Я с удивлением глянул на нее.
– Я хочу сказать, – продолжала Рут, – что он мог бы добиться большего с другой женой, которая относилась бы к нему с большим вниманием.
Рут хотелось бы взять карьеру Шериффа в свои руки, подумал я весело.
– С ним было бы трудно любой женщине.
– Ты уверен? – спросила Рут.
– Он не обладает ни одной из серьезных добродетелей, – сказал я. – У него нет даже тех достоинств, которые помогают делать карьеру. Он нечестен. И в то же время он не бесчестен в общепринятом смысле.
Рут нахмурилась.
– Я не могу отделаться от впечатления, что ты о нем неправильно судишь.
– Большинство людей по его виду подумали бы то же самое, – улыбнулся я. – Помимо таких существенных и неосязаемых достоинств, как обаяние и живость, – сказал я, – о нем удивительно мало что можно сказать. Некоторые остатки благородства вперемешку с жульничеством. Несколько раз, бывало, он платил за еду, когда у него было очень мало денег, а у меня вообще не было. Он принимал горячее участие во множестве моих успехов и планов и никогда не проявлял мелочной зависти. Вот почти и все.
– Ну, а что же на другой стороне медали?
– Я знаю его почти пятнадцать лет, – сказал я. – За это время он наговорил невероятное количество лжи, большей частью совершенно бесцельной. Он занимал у меня деньги всегда, когда я только мог дать их ему, и ни разу не вернул ни шиллинга. Он по крайней мере дважды надул меня с долгами, которые мы делали совместно. Он увел у меня мою девушку. И у меня нет сомнений, что он попытается соблазнить мою жену.
– И тем не менее, – улыбнулась Рут, – ты берешь на себя труд устраивать его карьеру.
– Ну, а почему же нет? – сказал я.
– Может быть, он действительно такой, как ты говоришь.
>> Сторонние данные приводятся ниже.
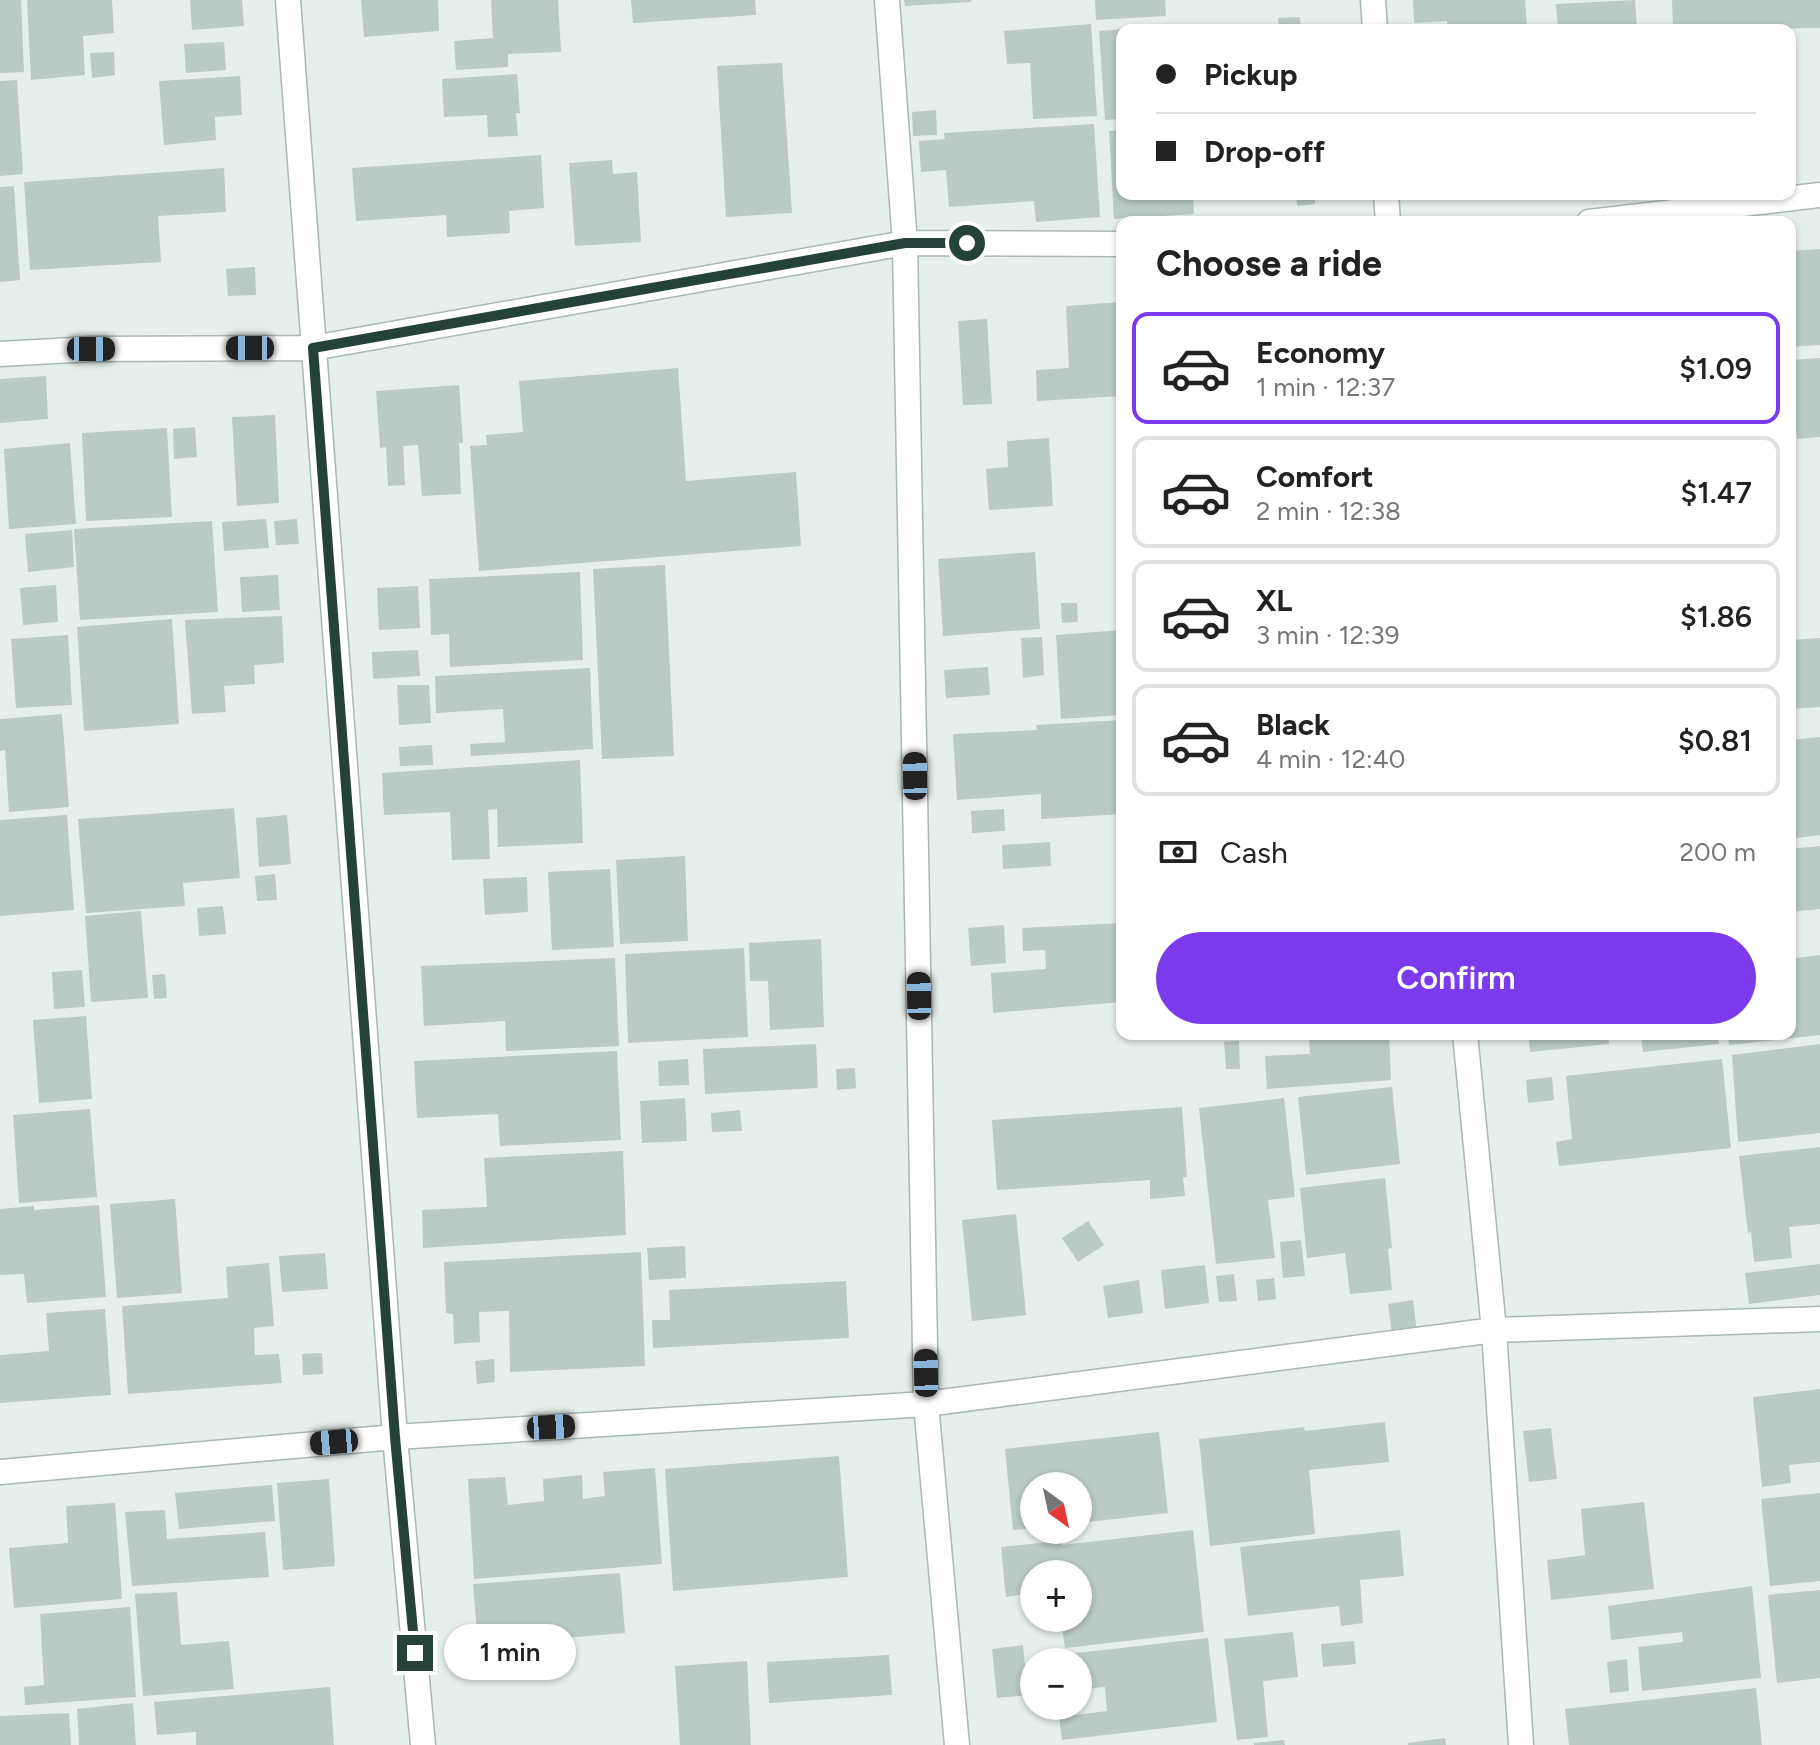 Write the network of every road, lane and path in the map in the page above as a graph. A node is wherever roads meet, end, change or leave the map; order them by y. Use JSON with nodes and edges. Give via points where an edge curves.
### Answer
{"nodes":[{"id":1,"x":288,"y":0,"type":"edge"},
{"id":2,"x":887,"y":0,"type":"edge"},
{"id":3,"x":1373,"y":0,"type":"edge"},
{"id":4,"x":1375,"y":24,"type":"edge"},
{"id":5,"x":1820,"y":195,"type":"edge"},
{"id":6,"x":1796,"y":198,"type":"edge"},
{"id":7,"x":1777,"y":200,"type":"edge"},
{"id":8,"x":1640,"y":216,"type":"edge"},
{"id":9,"x":905,"y":243,"type":"junction"},
{"id":10,"x":1116,"y":244,"type":"edge"},
{"id":11,"x":313,"y":348,"type":"junction"},
{"id":12,"x":0,"y":354,"type":"edge"},
{"id":13,"x":1466,"y":1040,"type":"edge"},
{"id":14,"x":1820,"y":1319,"type":"edge"},
{"id":15,"x":1494,"y":1330,"type":"junction"},
{"id":16,"x":926,"y":1404,"type":"junction"},
{"id":17,"x":395,"y":1437,"type":"junction"},
{"id":18,"x":0,"y":1472,"type":"edge"},
{"id":19,"x":423,"y":1745,"type":"edge"},
{"id":20,"x":957,"y":1745,"type":"edge"},
{"id":21,"x":1521,"y":1745,"type":"edge"}],
"edges":[{"from":1,"to":11,"type":"street"},
{"from":2,"to":9,"type":"street"},
{"from":3,"to":4,"type":"street"},
{"from":5,"to":6,"type":"street"},
{"from":7,"to":8,"type":"street"},
{"from":9,"to":10,"type":"street"},
{"from":9,"to":11,"type":"street"},
{"from":9,"to":16,"type":"street"},
{"from":11,"to":12,"type":"street"},
{"from":11,"to":17,"type":"street"},
{"from":13,"to":15,"type":"street"},
{"from":14,"to":15,"type":"street"},
{"from":15,"to":16,"type":"street"},
{"from":15,"to":21,"type":"street"},
{"from":16,"to":17,"type":"street"},
{"from":16,"to":20,"type":"street"},
{"from":17,"to":18,"type":"street"},
{"from":17,"to":19,"type":"street"}]}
Нет, он, конечно, именно такой, прости меня, – поправилась Рут. – Но, несмотря на все это, я хочу, чтобы ты ему помог. Этот случай может дать ему возможность исправиться.
Я улыбнулся. Это было совершенно невероятно.
– В конце концов, – сказал я, – мне бы хотелось облегчить ему жизнь.
Глава IV. Новое восхождение1
Последующие несколько месяцев я занимался устройством карьеры Шериффа. Рут принимала в этом живейшее участие, и мы вместе строили планы, сожалея, что придется так долго ждать результатов. Тем не менее я помог ему в начале работы над одной перспективной проблемой, а Рут устроила для него обед, на который пригласила Остина и Константина. Шерифф моментально очаровал их. Я должен был слушать, чуть криво улыбаясь про себя, как Остин говорил, что он очень рад встретить молодого ученого, с энтузиазмом относящегося к своей работе, в наши дни, когда люди становятся слишком темпераментными для тяжкого будничного труда. Остин закончил свою речь тем, что мое отступничество было вызвано не недостатком способностей, которые ему были известны, и не отсутствием склонности к исследованию, чего он просто не мог бы понять, а исключительно моей ленью. А я в это время писал по восемь часов в день, что соответствует четырнадцатичасовому рабочему дню ученого.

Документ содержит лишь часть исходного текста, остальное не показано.